Back to School: Is PE becoming the victim of its own success?

  • U.S. large and mega buyout funds show imbalance between capital raised and deployed
  • GPs buying smaller, cheaper add-ons or looking to “secondary LBOs”
  • LPs should select differentiated strategies like complex situations or corporate carve-outs

Private equity’s assets under management reached $2.48 trillion in 2016, a more than tripling from the year 2000. And that figure doesn’t capture all the money at work in the market, excluding so-called shadow capital used for co-investments and separate-account mandates.

As is well known, this AUM growth presents the prospect of lower returns, driven down by increased competition for deals. So how should GPs and LPs respond? A recent report by Cyril Demaria, head of private-markets research at Wellershoff & Partners in Zurich, tackles the question of whether PE is “becoming the victim of its own success” and offers some recommendations.

Looking at the data, Demaria found an excess of capital available for large and megabuyouts in the U.S. From 2012 to 2016, funds dedicated to these strategies “raised a stunning $572 billion while deploying on average only $111 billion. Assuming no further capital is raised, it would take over four years to clear the current amount available to funds for these types of investments.”

Demaria discusses two options for managers confronting this money glut: buying smaller assets at cheaper valuations as add-ons and targeting the portfolio companies of peer firms. (Returning commitments to investors is possible but highly undesirable, from reputational and logistical standpoints.)

The first approach “reflects the general corporate race to scale up and maintain or increase relative market power”; for portfolio managers, it can reduce risk while increasing value. The transfer of assets from one financial sponsor to another is a more dubious solution: “The question of whether these transactions are correctly priced and will generate good returns remains open.”

As for why so much available capital has accumulated in the sector, Demaria identified several contributing factors. Some investors may look at the strategy as a free lunch, offering higher returns with limited risks. But the traditional LBO approach has by now been commoditized, and cost-cutting measures are often taken preemptively by the management of targeted companies. The upshot: Good returns are going to require more work than they have historically.

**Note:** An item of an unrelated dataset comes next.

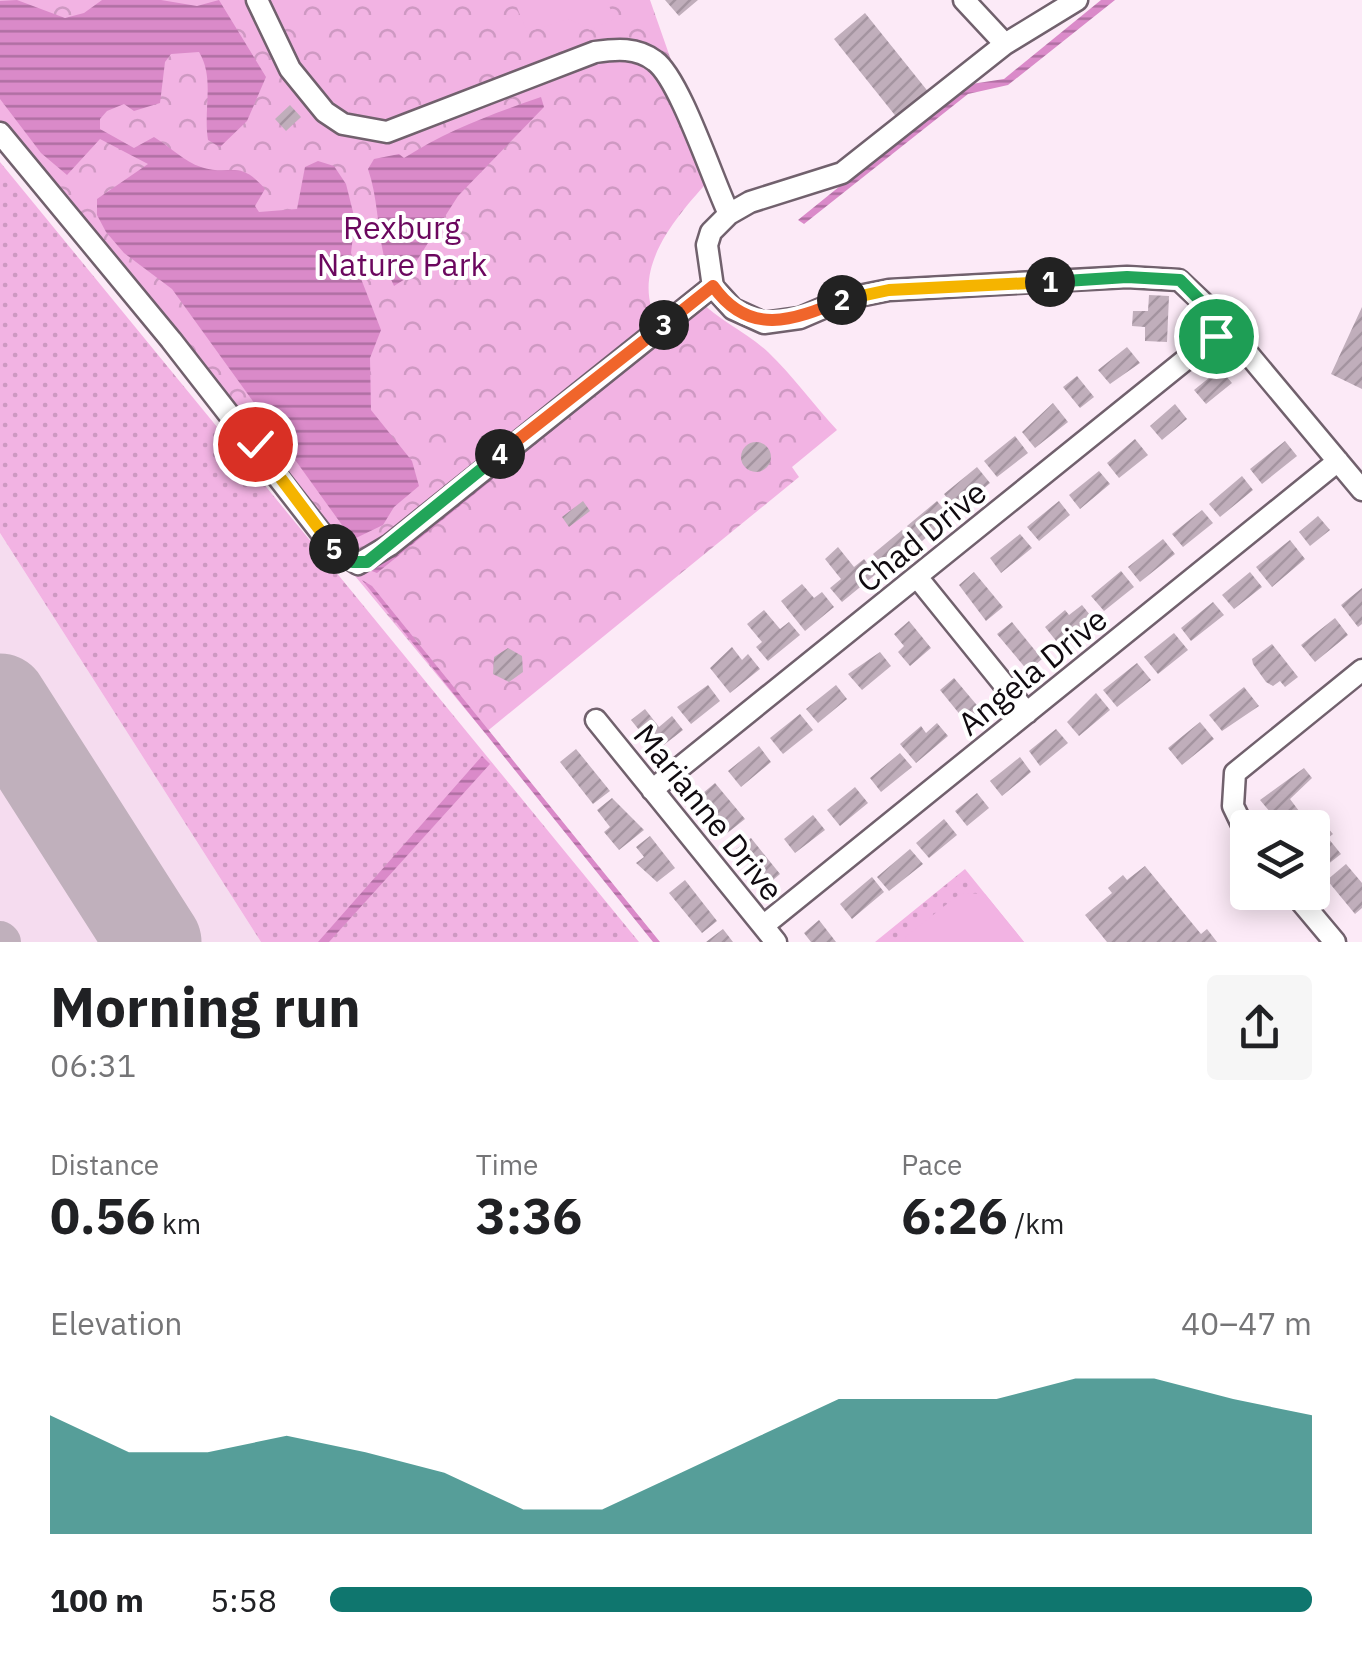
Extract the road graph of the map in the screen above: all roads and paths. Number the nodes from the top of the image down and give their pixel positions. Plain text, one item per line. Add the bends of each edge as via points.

Big-ticket buyouts are also able to accommodate large amounts of capital, and require no highly specialized knowledge to assess (unlike tech investments). LPs can decrease their workload by allocating to fewer managers with larger funds, and the biggest firms offer strong brands that can shield investors from blame if things go wrong.

But LPs should avoid the temptation to invest with megadeal makers turned multistrategy managers. Instead, Demaria advises backing first-time funds with experienced managers, who generally offer friendlier terms and better alignment. Portfolios should be “diversified in terms of vintage years and regional and strategic exposures,” including niche strategies that complement LBO exposure.